This title probably doesn’t surprise you, but now there is scientific evidence…right down to the cellular level.
A study coming out of the University of California-San Francisco compared biological mothers of chronically ill children to those of healthy children. The finding was that chronic stress, and the perception of life stress significant impact on three biological factors -- the length of telomeres, the activity of telomerase, and levels of oxidative stress -- in immune system cells known as peripheral blood mononucleocytes, in healthy premenopausal women.
What are telomeres, you ask? Well the report explains:
Telomeres are DNA-protein complexes that cap the ends of chromosomes and promote genetic stability. Each time a cell divides, a portion of telomeric DNA dwindles away, and after many rounds of cell division, so much telomeric DNA has diminished that the aged cell stops dividing. Thus, telomeres play a critical role in determining the number of times a cell divides, its health, and its life span. These factors, in turn, affect the health of the tissues that cells form. Telomerase is an enzyme that replenishes a portion of telomeres with each round of cell division, and protects telomeres. Oxidative stress, which causes DNA damage, has been shown to hasten the shortening of telomeres in cell culture.

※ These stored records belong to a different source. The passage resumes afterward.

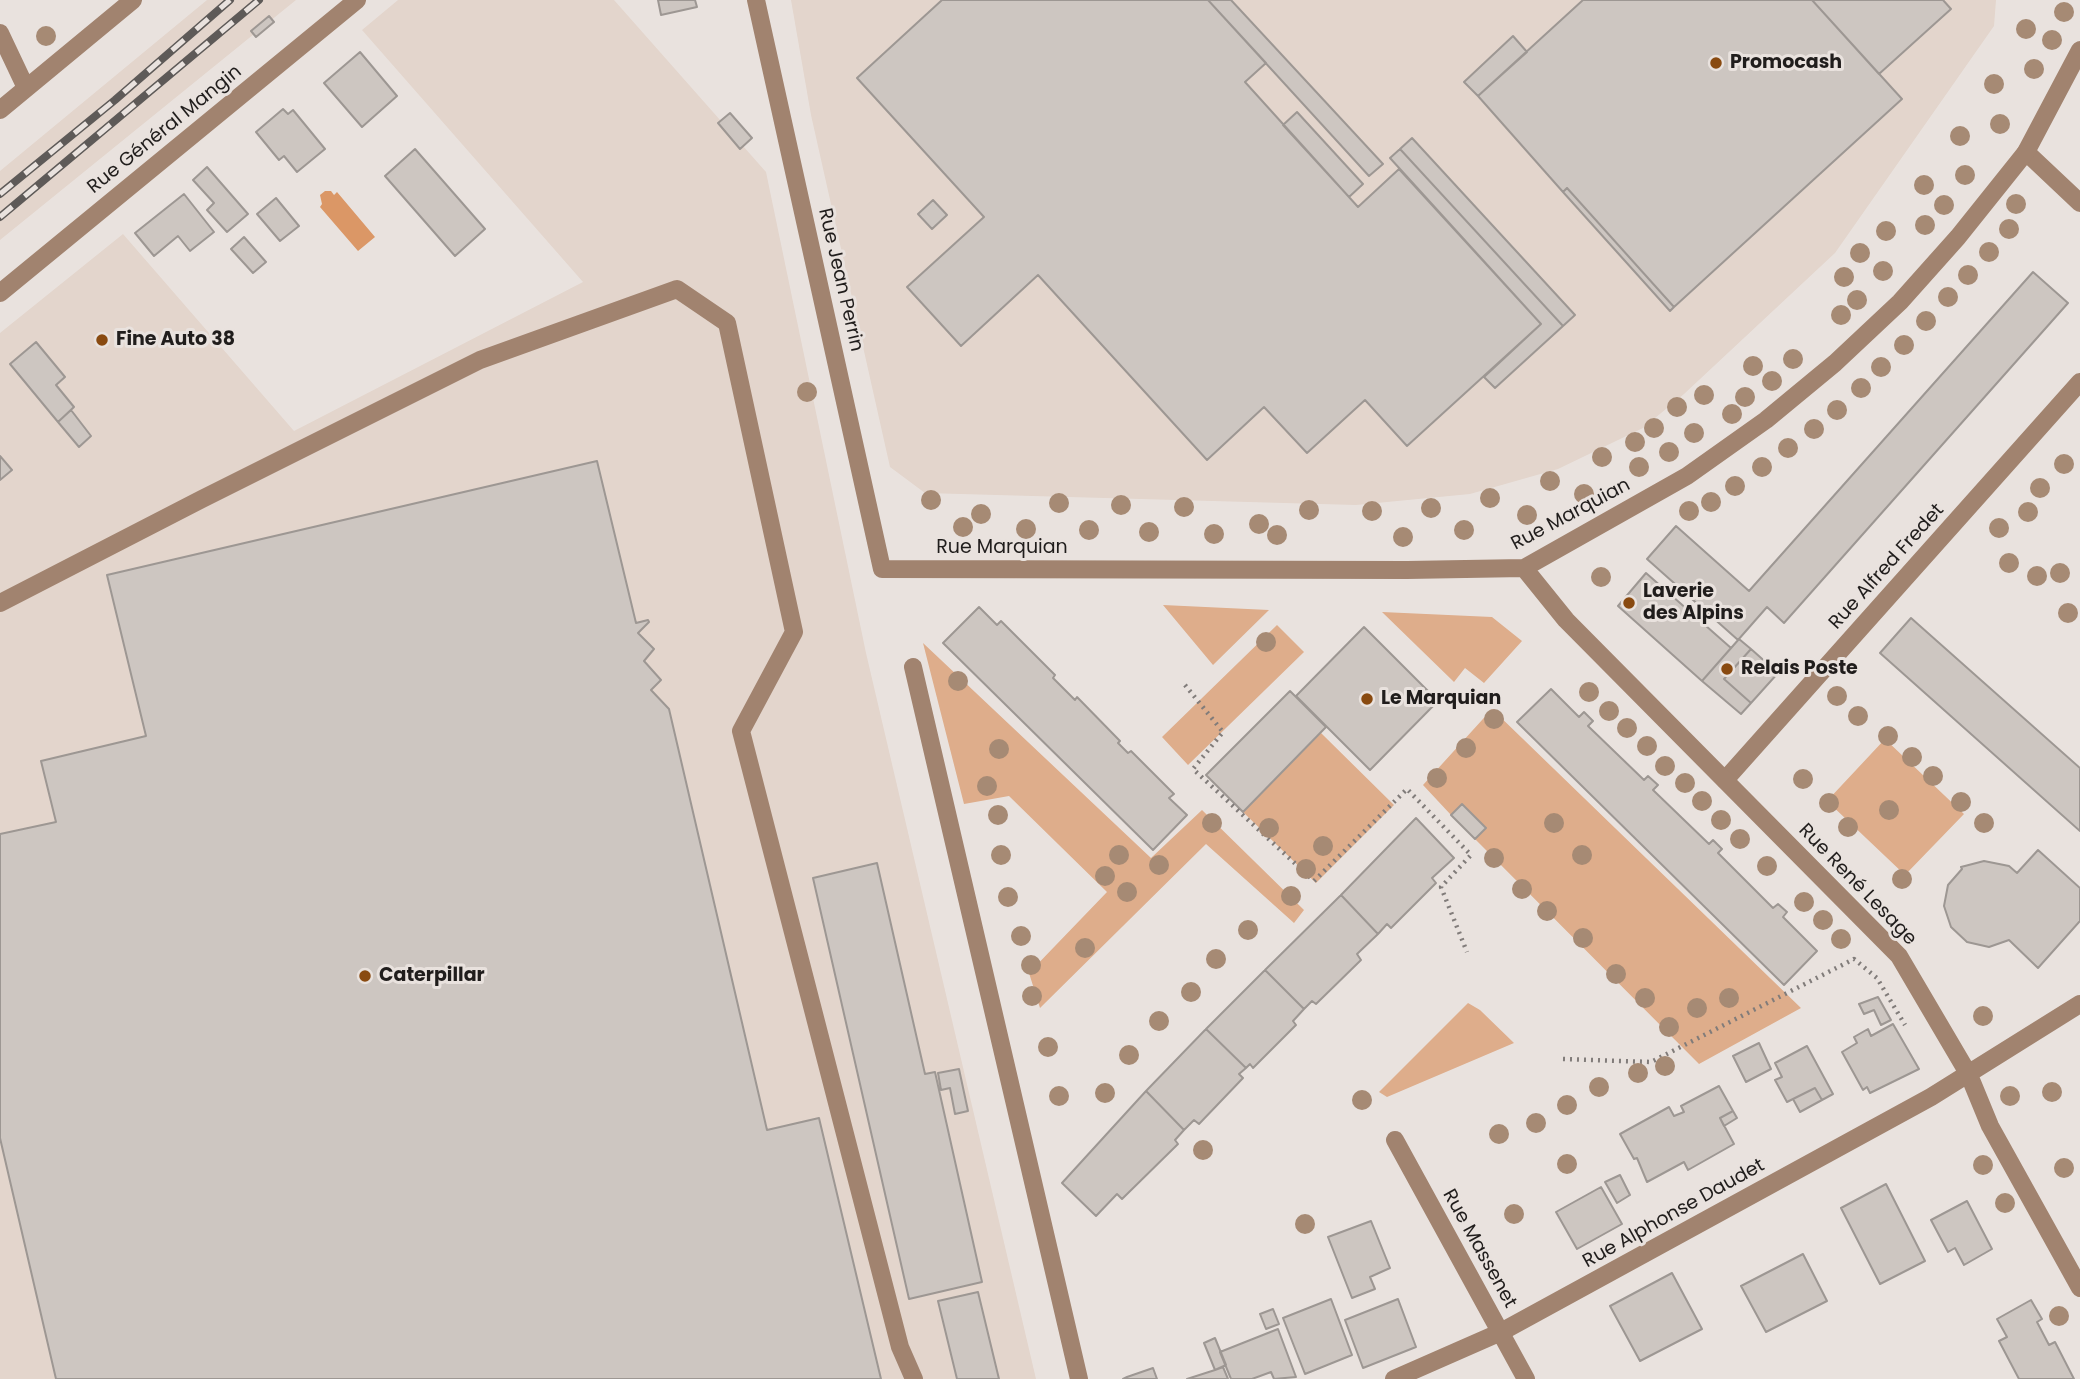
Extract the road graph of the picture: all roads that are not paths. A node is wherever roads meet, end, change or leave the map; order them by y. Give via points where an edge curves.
1 (133, 0) edge
2 (357, 0) edge
3 (756, 0) edge
4 (0, 33) edge
5 (2080, 50) edge
6 (26, 88) junction
7 (0, 110) edge
8 (2026, 152) junction
9 (2080, 203) edge
10 (0, 293) edge
11 (2080, 382) edge
12 (1524, 568) junction
13 (882, 569) joint
14 (0, 603) edge
15 (913, 667) dead end
16 (1726, 780) junction
17 (2080, 1004) edge
18 (1969, 1075) junction
19 (1395, 1140) dead end
20 (2080, 1288) edge
21 (1501, 1332) junction
22 (914, 1379) edge
23 (1079, 1379) edge
24 (1394, 1379) edge
25 (1526, 1379) edge

1 - 6 street
2 - 10 street, Rue Général Mangin
3 - 13 street, Rue Jean Perrin
4 - 6 street
5 - 8 street, Rue Marquian
6 - 7 street
8 - 9 street
8 - 12 street, Rue Marquian via 1899,302 1776,412 1687,476
11 - 16 street, Rue Alfred Fredet
12 - 13 street, Rue Marquian
12 - 16 street, Rue René Lesage via 1566,620
14 - 22 street via 480,360 677,289 727,323 794,632 741,731 900,1347
15 - 23 street
16 - 18 street, Rue René Lesage via 1899,956
17 - 18 street, Rue Alphonse Daudet
18 - 20 street, Rue René Lesage via 1990,1126
18 - 21 street, Rue Alphonse Daudet
19 - 21 street, Rue Massenet
21 - 24 street, Rue Alphonse Daudet
21 - 25 street, Rue Massenet

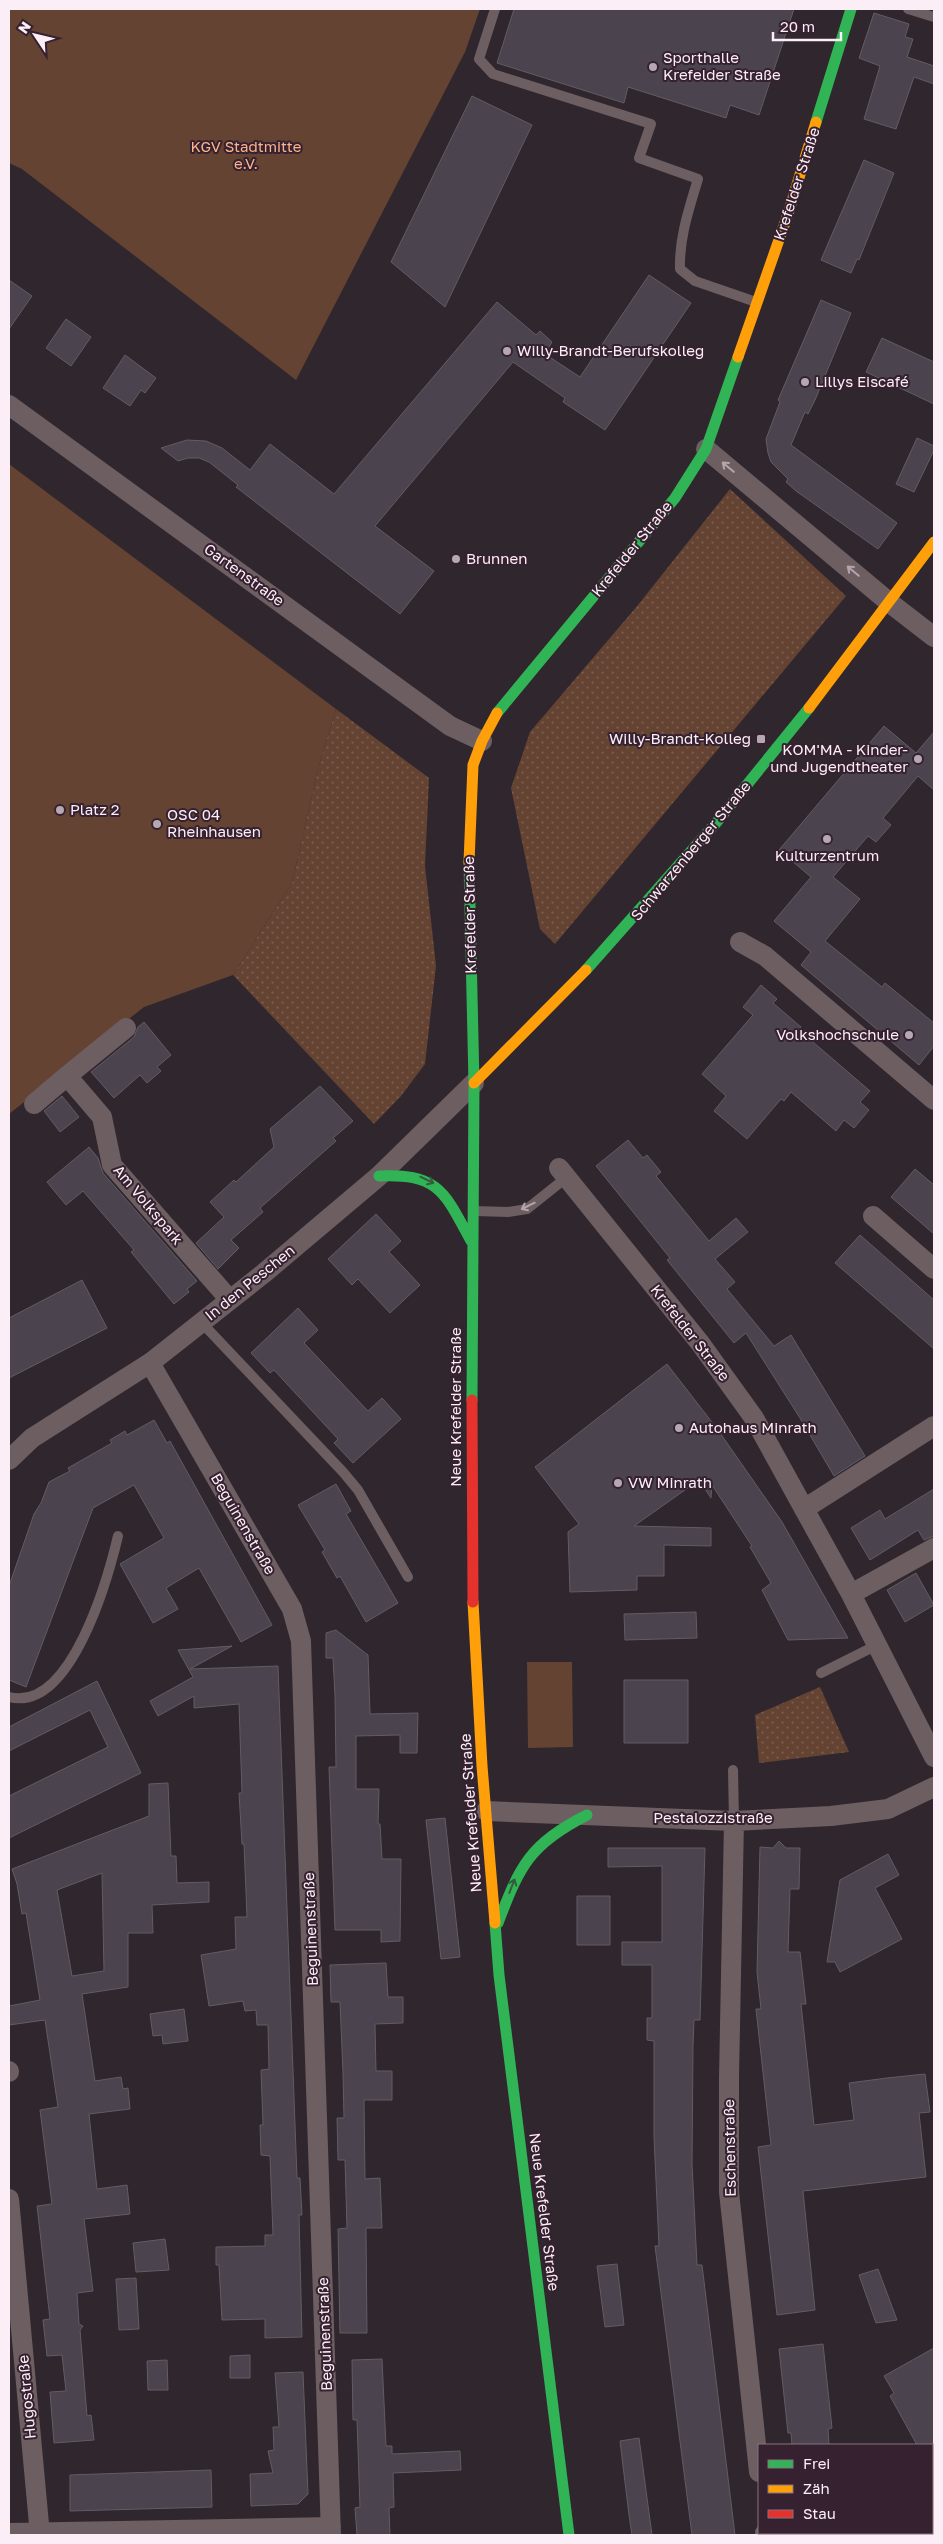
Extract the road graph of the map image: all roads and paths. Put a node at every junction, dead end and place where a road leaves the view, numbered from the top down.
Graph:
1 (495, 9) edge
2 (851, 9) edge
3 (908, 9) edge
4 (934, 18) edge
5 (757, 302) junction
6 (9, 405) edge
7 (706, 449) junction
8 (934, 542) edge
9 (890, 603) junction
10 (934, 637) edge
11 (482, 741) junction
12 (740, 942) dead end
13 (126, 1028) dead end
14 (66, 1076) junction
15 (474, 1083) junction
16 (934, 1100) edge
17 (34, 1104) dead end
18 (563, 1173) joint
19 (379, 1176) junction
20 (473, 1211) junction
21 (874, 1216) dead end
22 (472, 1241) junction
23 (934, 1270) edge
24 (230, 1300) junction
25 (202, 1322) junction
26 (150, 1363) junction
27 (934, 1426) edge
28 (9, 1460) edge
29 (804, 1509) junction
30 (118, 1536) dead end
31 (934, 1548) edge
32 (408, 1577) dead end
33 (850, 1594) junction
34 (877, 1645) junction
35 (821, 1673) dead end
36 (9, 1697) edge
37 (933, 1752) edge
38 (732, 1770) dead end
39 (934, 1787) edge
40 (486, 1811) junction
41 (587, 1815) junction
42 (734, 1821) junction
43 (495, 1932) junction
44 (9, 2200) edge
45 (758, 2463) edge
46 (331, 2531) edge
47 (9, 2533) edge
48 (40, 2534) edge
49 (569, 2535) edge

1 - 5 lane
2 - 5 main road, Krefelder Straße
3 - 4 lane
5 - 7 main road, Krefelder Straße
6 - 11 street, Gartenstraße
9 -> 7 street
7 - 11 main road, Krefelder Straße
8 - 9 main road, Schwarzenberger Straße
9 - 10 street
9 - 15 main road, Schwarzenberger Straße
11 - 15 main road, Krefelder Straße
12 - 16 street
13 - 14 street
14 - 17 street
14 - 24 street, Am Volkspark
15 - 19 street, In den Peschen
15 - 20 main road, Neue Krefelder Straße
18 -> 20 lane
18 - 29 street, Krefelder Straße
19 -> 22 main road
19 - 24 street, In den Peschen
20 - 22 main road, Neue Krefelder Straße
21 - 23 street
22 - 40 main road, Neue Krefelder Straße
24 - 25 street, In den Peschen
25 - 26 street, In den Peschen
25 - 32 lane
26 - 28 street, In den Peschen
26 - 46 street, Beguinenstraße
27 - 29 street
29 - 33 street, Krefelder Straße
30 - 36 lane
31 - 33 street
33 - 34 street, Krefelder Straße
34 - 35 lane
34 - 37 street, Krefelder Straße
38 - 42 lane
39 - 42 street, Pestalozzistraße
40 - 41 street, Pestalozzistraße
40 - 43 main road, Neue Krefelder Straße
41 - 42 street, Pestalozzistraße
43 -> 41 main road
42 - 45 street, Eschenstraße
43 - 49 main road, Neue Krefelder Straße
44 - 48 street, Hugostraße
46 - 48 street
47 - 48 street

So, in English, what does this mean? It means that the more chronic stress you’re under, the more oxidative stress occurs to damage your cells. Many of these cells are immune cells, so your immune system is compromised. We recognize this anecdotally, watching the family caretakers of cancer patients and others get diseases or die pre-maturely. We “know” it’s stress-related. But now researchers have isolated the mechanics of this.
That provides hope that someday there may be targeted ways to intervene. Further research is examining whether stress-reduction interventions are increasing the telmorase activity or the telomere length – activities such as yoga and meditation.